@carlosricardocm said in Launching chromium from emulationstation:
I get the following message:
Failed to put Xlib into threaded mode.
Gtk: cannot open display
In order to fix that, you need to follow this tutorial.
In the end, I only had to run the two installs below:
sudo apt-get install xinit
sudo apt-get install matchbox-window-manager
I have a script called chromium[dot]sh in RetroPie/roms/chromium which contains the following line inside:
chromium-browser
After installing xinit and matchbox-window-manager, I've modified my Chromium launcher script exactly as instructed in the aforementioned tutorial.
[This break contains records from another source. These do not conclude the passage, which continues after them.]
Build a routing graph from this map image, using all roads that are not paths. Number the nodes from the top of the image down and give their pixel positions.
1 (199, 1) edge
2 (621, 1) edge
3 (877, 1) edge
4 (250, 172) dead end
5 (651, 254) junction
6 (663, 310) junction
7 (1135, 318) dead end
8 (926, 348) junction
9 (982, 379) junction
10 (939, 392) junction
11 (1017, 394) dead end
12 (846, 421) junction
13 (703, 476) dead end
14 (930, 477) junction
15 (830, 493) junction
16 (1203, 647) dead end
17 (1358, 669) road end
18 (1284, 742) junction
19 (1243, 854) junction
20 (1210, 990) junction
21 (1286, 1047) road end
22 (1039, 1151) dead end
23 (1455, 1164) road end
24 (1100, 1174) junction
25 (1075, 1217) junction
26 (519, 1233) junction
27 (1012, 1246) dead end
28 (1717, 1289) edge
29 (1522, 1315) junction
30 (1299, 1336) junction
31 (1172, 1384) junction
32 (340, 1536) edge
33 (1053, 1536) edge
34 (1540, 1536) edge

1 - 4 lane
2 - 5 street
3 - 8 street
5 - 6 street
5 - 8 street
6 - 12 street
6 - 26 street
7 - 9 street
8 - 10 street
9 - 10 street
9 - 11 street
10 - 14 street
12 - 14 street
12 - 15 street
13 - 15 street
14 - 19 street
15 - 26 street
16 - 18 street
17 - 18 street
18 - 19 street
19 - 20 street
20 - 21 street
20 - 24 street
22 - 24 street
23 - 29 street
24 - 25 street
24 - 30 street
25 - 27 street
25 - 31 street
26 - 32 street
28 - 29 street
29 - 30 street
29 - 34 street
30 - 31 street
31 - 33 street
Also I added the following to the file es_sytems.cfg located in /opt/retropie/config/all/emulationstation/es_system
<system> <fullname>Chromium</fullname> <name>chromium</name> <path>~/RetroPie/roms/ chromium</path> <extension>.sh .SH</extension> <command>bash %ROM%</command> <platform>chromium</platform> </system>
In my file, I've got:
<system>
<name>chromium</name>
<fullname>Chromium Web Browser</fullname>
<path>/home/pi/RetroPie/roms/chromium</path>
<extension>.sh .SH</extension>
<command>startx %ROM% > /dev/null 2>&1</command>
<platform>chromium</platform>
<theme>chromium</theme>
</system>
Note the <command> line: I've entered startxfollowed by the %ROM% parameter (which will get the script name) then an extra > /dev/null 2>&1 (this is to omit the output from the script commands, keeping a clean console).
Update:
Initially I had xinit in the command line to invoke the script from a window manager environment. A couple days after, while managing modules and plugins (throwing apt-gets at random, for no reason whatsoever), I ended up somehow breaking xinit as in it would no longer start the X-Server. So I found a workaround by replacing xinit with startx in the <command> line, and all was good again.